В том же самом году и двумя годами позже польская фантастика подступится к феномену совершенно другой катастрофы – метафизической. В дебютном «Иерусалиме» нас пригласит Януш Циран (J. Cyran “Jeruzalem”, 1988) в созданный им жестокий тоталитарный мир; там униженный Богочеловек мстит людям за свою слабость, которая не позволила ему вынести мучения распятия на кресте.
В феврале 1990 года на горизонте польской фантастики появится и начнет неуклонно продвигаться к Земле как к своей законной добыче оригинальное подвижное пекло с миллиардами грешников, прикованных к золотым веслам – «Золотая галера»Яцека Дукая (J. Dukaj “Złota Galera”).
По ком звонит колокол
Величайшее впечатление производят не «думсдеи», а аллегорические высказывания, озвучивающие духовные апокалипсисы.

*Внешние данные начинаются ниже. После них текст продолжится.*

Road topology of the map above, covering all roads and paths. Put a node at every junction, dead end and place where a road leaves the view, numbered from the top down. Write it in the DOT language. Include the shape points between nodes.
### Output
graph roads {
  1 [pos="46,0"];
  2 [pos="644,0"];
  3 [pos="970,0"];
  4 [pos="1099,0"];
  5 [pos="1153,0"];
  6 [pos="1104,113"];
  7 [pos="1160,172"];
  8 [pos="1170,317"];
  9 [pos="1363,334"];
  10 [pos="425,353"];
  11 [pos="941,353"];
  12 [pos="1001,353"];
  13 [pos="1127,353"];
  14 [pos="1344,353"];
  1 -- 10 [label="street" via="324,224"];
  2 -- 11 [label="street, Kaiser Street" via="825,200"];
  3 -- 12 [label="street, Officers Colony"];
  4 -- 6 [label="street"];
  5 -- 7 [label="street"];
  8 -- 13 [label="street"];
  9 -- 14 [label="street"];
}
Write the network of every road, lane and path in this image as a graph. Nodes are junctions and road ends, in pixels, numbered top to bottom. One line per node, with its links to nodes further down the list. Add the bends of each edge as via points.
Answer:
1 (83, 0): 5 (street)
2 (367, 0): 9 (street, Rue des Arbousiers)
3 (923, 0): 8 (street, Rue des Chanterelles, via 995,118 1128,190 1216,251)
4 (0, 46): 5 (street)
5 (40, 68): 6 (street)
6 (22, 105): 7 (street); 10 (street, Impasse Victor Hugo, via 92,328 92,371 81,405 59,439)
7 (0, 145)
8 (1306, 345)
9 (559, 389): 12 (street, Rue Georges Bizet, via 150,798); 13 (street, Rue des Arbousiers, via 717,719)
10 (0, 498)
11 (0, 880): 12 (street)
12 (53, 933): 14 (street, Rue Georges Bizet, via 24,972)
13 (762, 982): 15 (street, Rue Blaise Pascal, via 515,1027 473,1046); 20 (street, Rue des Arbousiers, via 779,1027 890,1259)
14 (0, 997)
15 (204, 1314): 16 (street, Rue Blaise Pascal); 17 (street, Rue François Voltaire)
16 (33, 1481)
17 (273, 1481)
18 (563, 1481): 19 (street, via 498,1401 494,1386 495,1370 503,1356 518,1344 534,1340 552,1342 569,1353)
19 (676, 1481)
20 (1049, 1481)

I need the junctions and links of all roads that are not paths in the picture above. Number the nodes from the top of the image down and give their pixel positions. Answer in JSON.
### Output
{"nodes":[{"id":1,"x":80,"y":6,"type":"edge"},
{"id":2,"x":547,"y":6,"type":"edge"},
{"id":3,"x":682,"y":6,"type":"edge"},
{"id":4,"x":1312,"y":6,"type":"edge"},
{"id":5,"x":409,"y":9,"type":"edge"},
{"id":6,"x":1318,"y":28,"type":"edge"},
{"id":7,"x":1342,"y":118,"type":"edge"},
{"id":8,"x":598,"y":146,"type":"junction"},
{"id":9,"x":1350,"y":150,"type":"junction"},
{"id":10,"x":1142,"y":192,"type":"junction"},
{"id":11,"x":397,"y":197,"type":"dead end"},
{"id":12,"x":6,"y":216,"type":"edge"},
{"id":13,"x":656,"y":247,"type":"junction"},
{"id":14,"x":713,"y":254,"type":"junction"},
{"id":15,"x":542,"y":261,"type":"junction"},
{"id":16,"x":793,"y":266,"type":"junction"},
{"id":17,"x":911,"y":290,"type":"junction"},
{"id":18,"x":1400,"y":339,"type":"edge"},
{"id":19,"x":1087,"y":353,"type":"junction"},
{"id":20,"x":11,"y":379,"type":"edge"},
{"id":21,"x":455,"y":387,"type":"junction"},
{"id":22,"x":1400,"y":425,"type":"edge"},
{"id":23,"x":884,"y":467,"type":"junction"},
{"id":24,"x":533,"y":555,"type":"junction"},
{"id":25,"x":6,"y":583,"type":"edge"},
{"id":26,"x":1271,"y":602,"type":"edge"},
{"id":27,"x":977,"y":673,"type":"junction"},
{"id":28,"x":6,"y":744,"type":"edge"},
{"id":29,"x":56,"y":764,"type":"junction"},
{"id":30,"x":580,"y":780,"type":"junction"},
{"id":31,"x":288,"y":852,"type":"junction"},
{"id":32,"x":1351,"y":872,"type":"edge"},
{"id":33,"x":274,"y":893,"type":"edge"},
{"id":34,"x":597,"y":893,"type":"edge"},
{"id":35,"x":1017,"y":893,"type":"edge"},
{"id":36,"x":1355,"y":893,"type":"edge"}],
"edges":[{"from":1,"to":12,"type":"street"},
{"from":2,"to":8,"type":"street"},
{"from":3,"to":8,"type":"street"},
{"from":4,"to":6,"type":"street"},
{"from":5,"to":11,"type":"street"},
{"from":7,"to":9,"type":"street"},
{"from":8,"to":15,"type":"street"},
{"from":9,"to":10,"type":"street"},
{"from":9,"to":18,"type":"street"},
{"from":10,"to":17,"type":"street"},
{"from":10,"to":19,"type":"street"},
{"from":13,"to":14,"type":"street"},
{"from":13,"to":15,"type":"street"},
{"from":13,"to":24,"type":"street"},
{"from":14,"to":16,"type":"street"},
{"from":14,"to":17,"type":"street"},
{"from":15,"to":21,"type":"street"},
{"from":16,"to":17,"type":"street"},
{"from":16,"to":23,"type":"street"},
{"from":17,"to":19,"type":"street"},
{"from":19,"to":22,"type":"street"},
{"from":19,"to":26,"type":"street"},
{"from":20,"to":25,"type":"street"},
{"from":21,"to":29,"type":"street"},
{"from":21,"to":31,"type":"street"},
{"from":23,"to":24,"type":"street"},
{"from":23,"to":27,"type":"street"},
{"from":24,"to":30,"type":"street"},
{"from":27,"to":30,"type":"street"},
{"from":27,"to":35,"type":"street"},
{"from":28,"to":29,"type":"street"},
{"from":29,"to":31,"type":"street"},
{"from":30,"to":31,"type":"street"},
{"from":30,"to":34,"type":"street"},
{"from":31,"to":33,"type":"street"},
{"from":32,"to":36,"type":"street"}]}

Конечно в них тоже рисуются образы конца света, но они сконструированы в соответствии с художественными правилами.
Так это происходит в томе киноновелл Петра Шулькина«“О би, о ба” и другие правдивые киноновеллы» (P. Szulkin “O bi, o ba I inne prawdziwe nowele filmowe”, 1984),
в повестях «Другая осень» и «Баллада о проклятии»Виктора Жвикевича (W. Żwikiewicz “Druga jesień”, 1982; “Ballada o przekleństwie”, 1986),
в романе «Агент Низа»Марцина Вольского (M. Wolski “Agent Dołu”, 1988),
в повести «Другое подобие в алебастре»Марека Хуберата (M. S. Huberath “Druga podobizna w alabastrze”, 1997).
Из рассказов я лучше прочих помню момент перед катаклизмом, который должен обрушить на Землю мстительный Хаос из рассказа «Карлгоро, 18-00»Марека Баранецкого (M. Baraniecki “Karlgoro, godzina 18-00”, 1983).
Трудно также изгнать из памяти текущие из гибнувших миров цвета в рассказах Гжегожа Стефаньского«Кусочек конца» и «Сплин над городом» (G. Stefański “Kawałek końca”, 1984; “Spleen nad miastem”, 1987),
трещащее по швам и трансформирующееся пространство-время «Тлатоцетла» (окончательное название «Кладбищенские гиены») Марека Орамуса (M. Oramus “Tlatocetl”, 1984; “Hieny cmientarne”, 1989).
Спустя годы я открываю для себя инспирированную БЕКСИНЬСКИМ красочность катаклизмов в рассказах Януша Цирана (J. Cyran)
и уже собственное художественное визионерство Мацея Жердзиньского (M. Żerdziński).
Все это было художественным видением погибающих миров, но вместе с тем фоном и сценой для того, что происходило с индивидуумом и было следствием его духовной борьбы и духовного выбора. Это значительная разновидность фантастики в сравнении с тяготевшей к коллективизму послевоенной фантастикой, вынужденной сопротивляться вызову (и катастрофе) соцреализма.